→ Collected data entries
========================
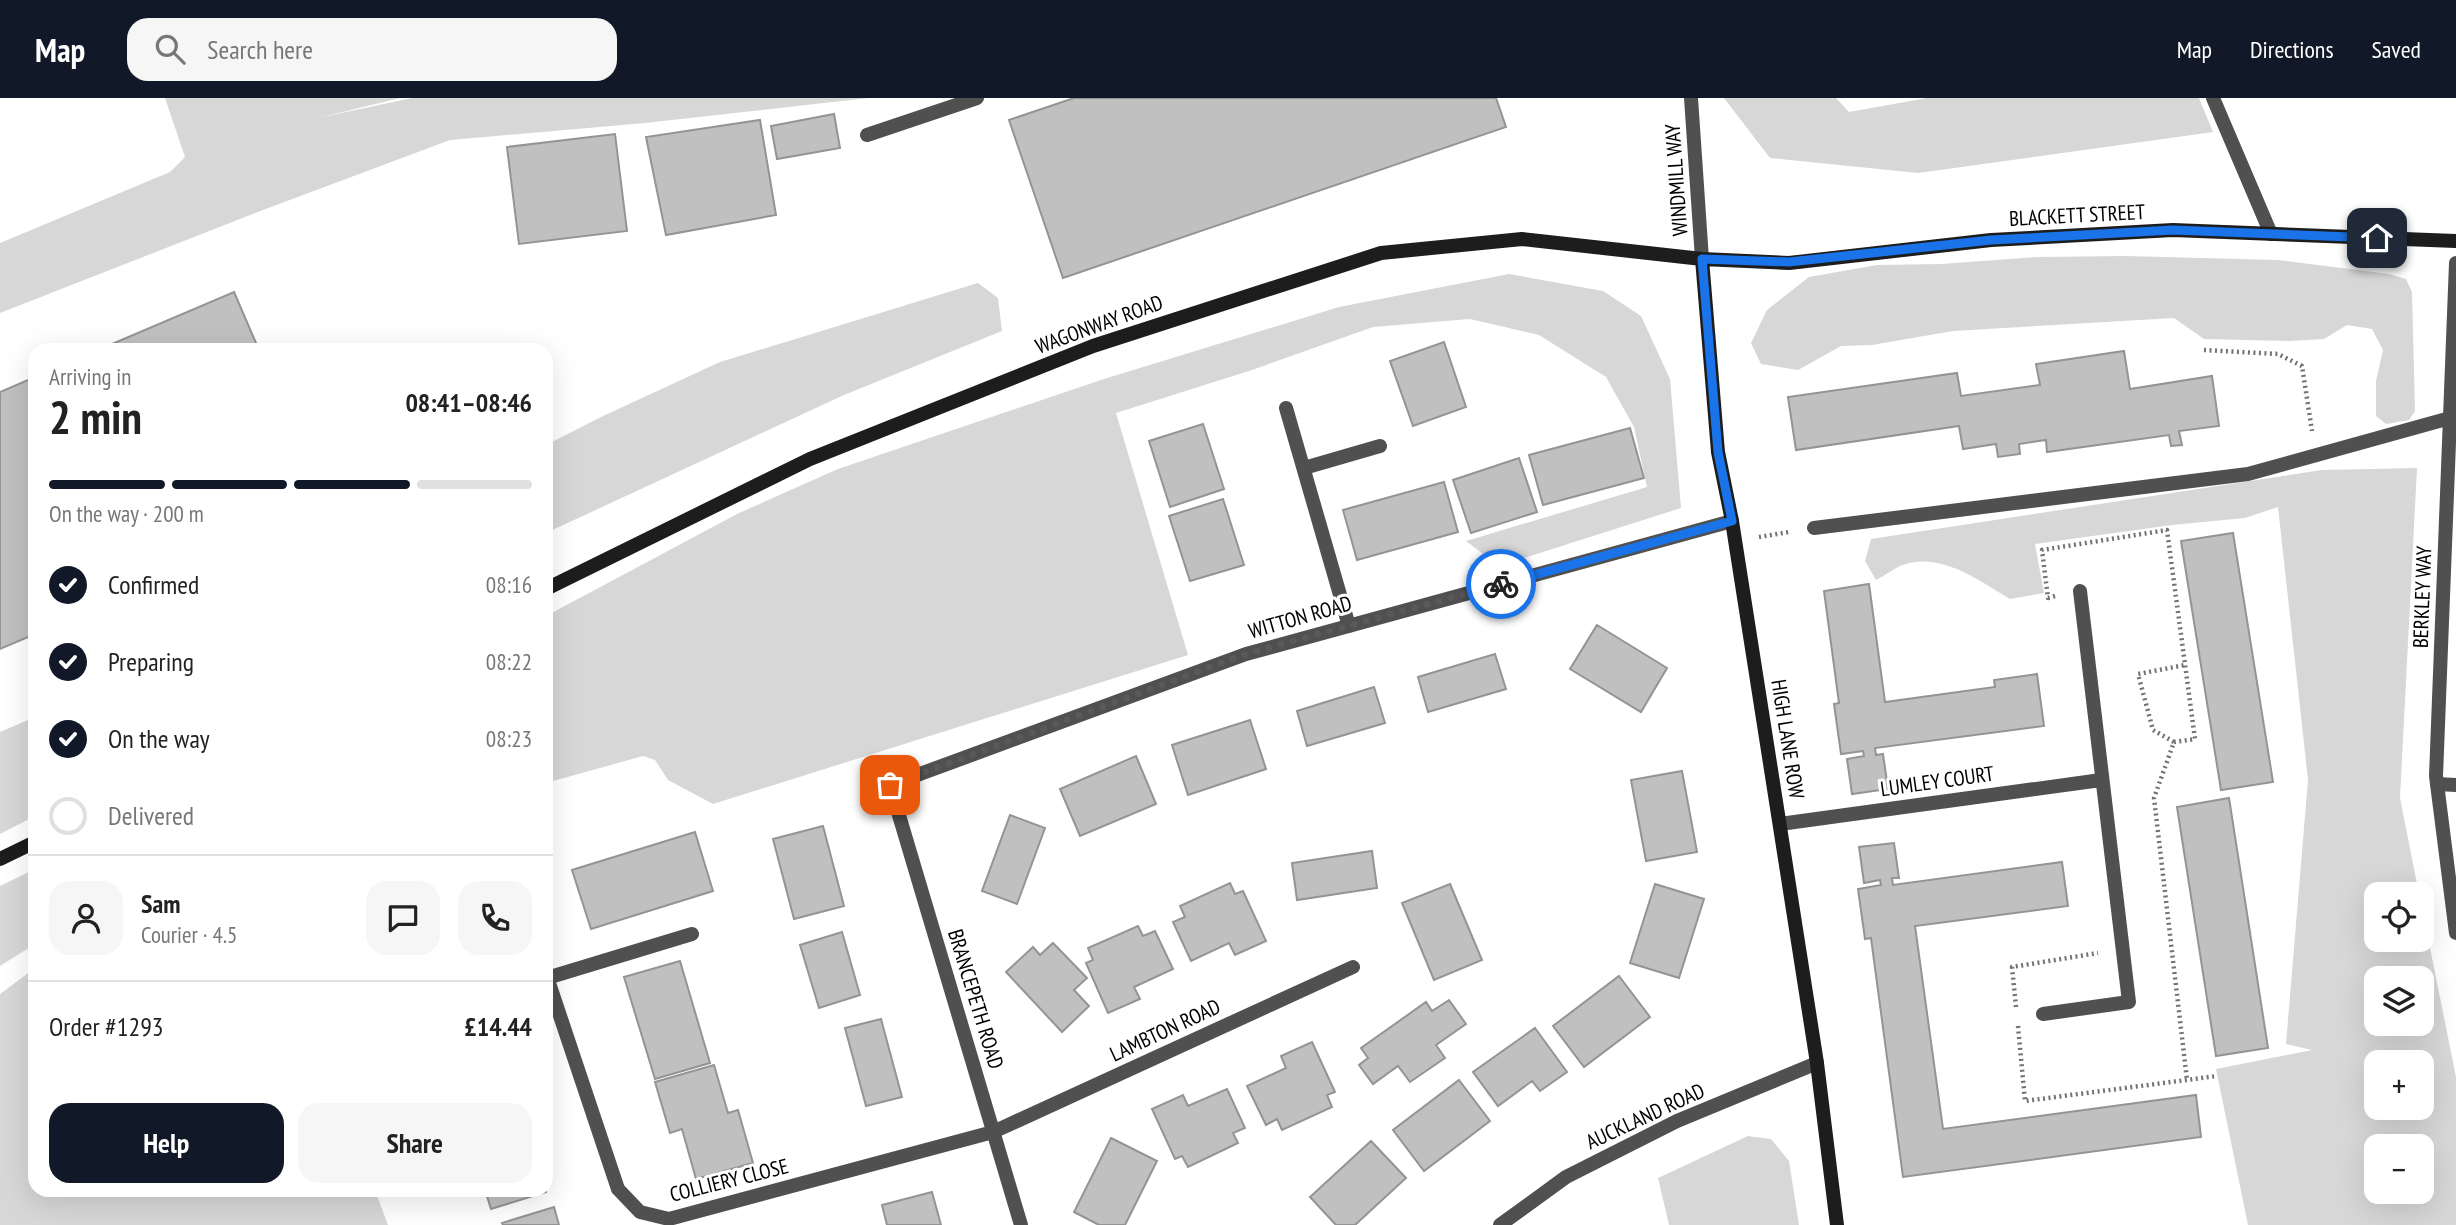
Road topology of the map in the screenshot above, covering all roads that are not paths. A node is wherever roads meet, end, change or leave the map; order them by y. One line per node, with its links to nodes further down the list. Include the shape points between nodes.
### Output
1 (977, 98): 4 (street)
2 (1691, 98): 7 (street, WINDMILL WAY)
3 (2213, 98): 5 (street)
4 (867, 135)
5 (2271, 234): 6 (main road, BLACKETT STREET); 7 (main road, BLACKETT STREET, via 2173,230 1991,240 1789,262)
6 (2456, 241)
7 (1702, 259): 14 (main road, HIGH LANE ROW, via 1718,452); 16 (main road, WAGONWAY ROAD, via 1522,239 1381,253 1093,346 810,459)
8 (2456, 263): 10 (street, BERKLEY WAY)
9 (1286, 408): 12 (street)
10 (2450, 418): 13 (street, BERKLEY WAY); 15 (street, via 2248,474)
11 (1380, 446): 12 (street)
12 (1304, 468): 18 (street)
13 (2452, 473): 20 (street, BERKLEY WAY)
14 (1732, 521): 18 (street, WITTON ROAD); 23 (main road, HIGH LANE ROW)
15 (1814, 528)
16 (553, 586)
17 (2080, 591): 19 (street)
18 (1349, 626): 21 (street, WITTON ROAD, via 1246,654)
19 (2101, 780): 23 (street, LUMLEY COURT); 31 (street, via 2129,1002)
20 (2437, 784): 22 (street); 26 (street, BERKLEY WAY)
21 (890, 785): 33 (street, BRANCEPETH ROAD)
22 (2456, 785)
23 (1780, 824): 32 (main road, HIGH LANE ROW)
24 (28, 845): 25 (main road)
25 (0, 859)
26 (2456, 933)
27 (692, 934): 29 (street, COLLIERY CLOSE)
28 (1353, 967): 33 (street, LAMBTON ROAD)
29 (553, 974)
30 (553, 994): 33 (street, COLLIERY CLOSE, via 618,1189 640,1212 669,1219)
31 (2043, 1014)
32 (1817, 1063): 35 (street, AUCKLAND ROAD, via 1677,1121 1566,1177); 36 (main road, HIGH LANE ROW)
33 (993, 1132): 34 (street, BRANCEPETH ROAD)
34 (1021, 1225)
35 (1500, 1225)
36 (1837, 1225)

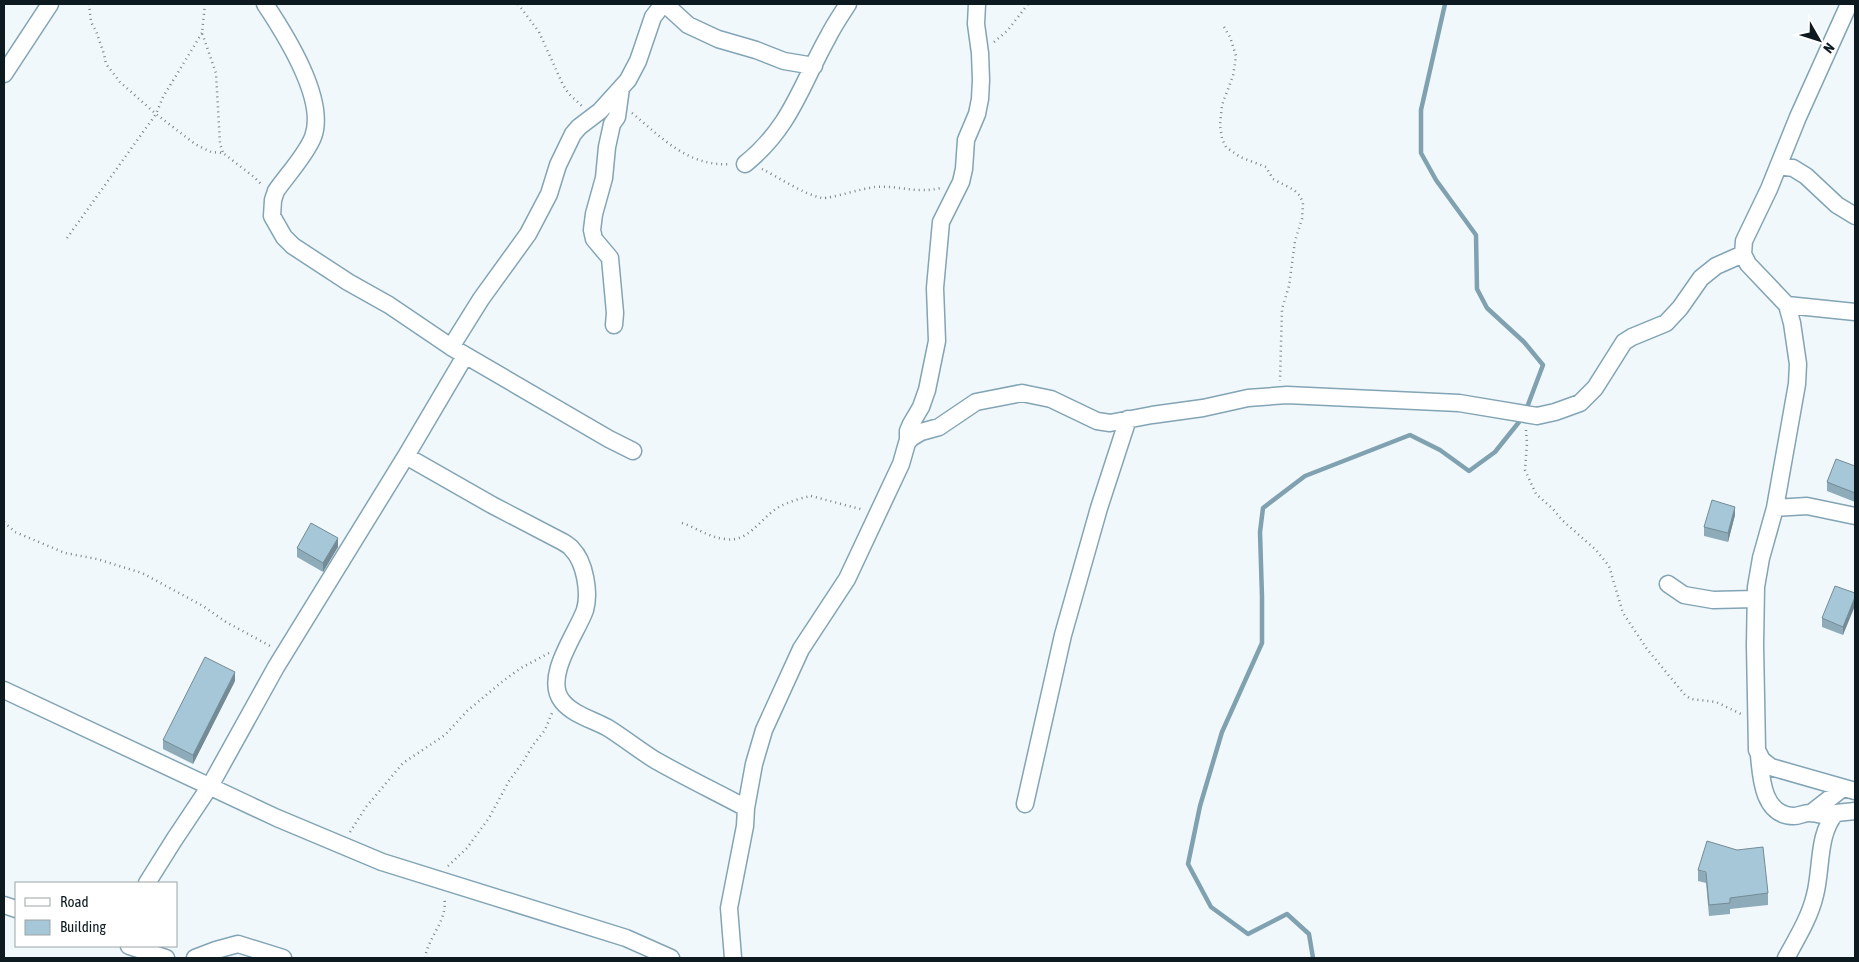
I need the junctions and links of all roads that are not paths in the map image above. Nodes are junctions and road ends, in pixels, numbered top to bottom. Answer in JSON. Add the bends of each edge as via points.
========================
→ What you are asked to do
Write out all the entries exactly, except for the pictures.

→ Answer section
Road topology of the map in the screenshot above, covering all roads that are not paths. A node is wherever roads meet, end, change or leave the map; order them by y. One line per node, with its links to nodes further down the list. Include the shape points between nodes.
### Output
1 (977, 98): 4 (street)
2 (1691, 98): 7 (street, WINDMILL WAY)
3 (2213, 98): 5 (street)
4 (867, 135)
5 (2271, 234): 6 (main road, BLACKETT STREET); 7 (main road, BLACKETT STREET, via 2173,230 1991,240 1789,262)
6 (2456, 241)
7 (1702, 259): 14 (main road, HIGH LANE ROW, via 1718,452); 16 (main road, WAGONWAY ROAD, via 1522,239 1381,253 1093,346 810,459)
8 (2456, 263): 10 (street, BERKLEY WAY)
9 (1286, 408): 12 (street)
10 (2450, 418): 13 (street, BERKLEY WAY); 15 (street, via 2248,474)
11 (1380, 446): 12 (street)
12 (1304, 468): 18 (street)
13 (2452, 473): 20 (street, BERKLEY WAY)
14 (1732, 521): 18 (street, WITTON ROAD); 23 (main road, HIGH LANE ROW)
15 (1814, 528)
16 (553, 586)
17 (2080, 591): 19 (street)
18 (1349, 626): 21 (street, WITTON ROAD, via 1246,654)
19 (2101, 780): 23 (street, LUMLEY COURT); 31 (street, via 2129,1002)
20 (2437, 784): 22 (street); 26 (street, BERKLEY WAY)
21 (890, 785): 33 (street, BRANCEPETH ROAD)
22 (2456, 785)
23 (1780, 824): 32 (main road, HIGH LANE ROW)
24 (28, 845): 25 (main road)
25 (0, 859)
26 (2456, 933)
27 (692, 934): 29 (street, COLLIERY CLOSE)
28 (1353, 967): 33 (street, LAMBTON ROAD)
29 (553, 974)
30 (553, 994): 33 (street, COLLIERY CLOSE, via 618,1189 640,1212 669,1219)
31 (2043, 1014)
32 (1817, 1063): 35 (street, AUCKLAND ROAD, via 1677,1121 1566,1177); 36 (main road, HIGH LANE ROW)
33 (993, 1132): 34 (street, BRANCEPETH ROAD)
34 (1021, 1225)
35 (1500, 1225)
36 (1837, 1225)

I need the junctions and links of all roads that are not paths in the map image above. Nodes are junctions and road ends, in pixels, numbered top to bottom. Answer in JSON. Add the bends of each edge as via points.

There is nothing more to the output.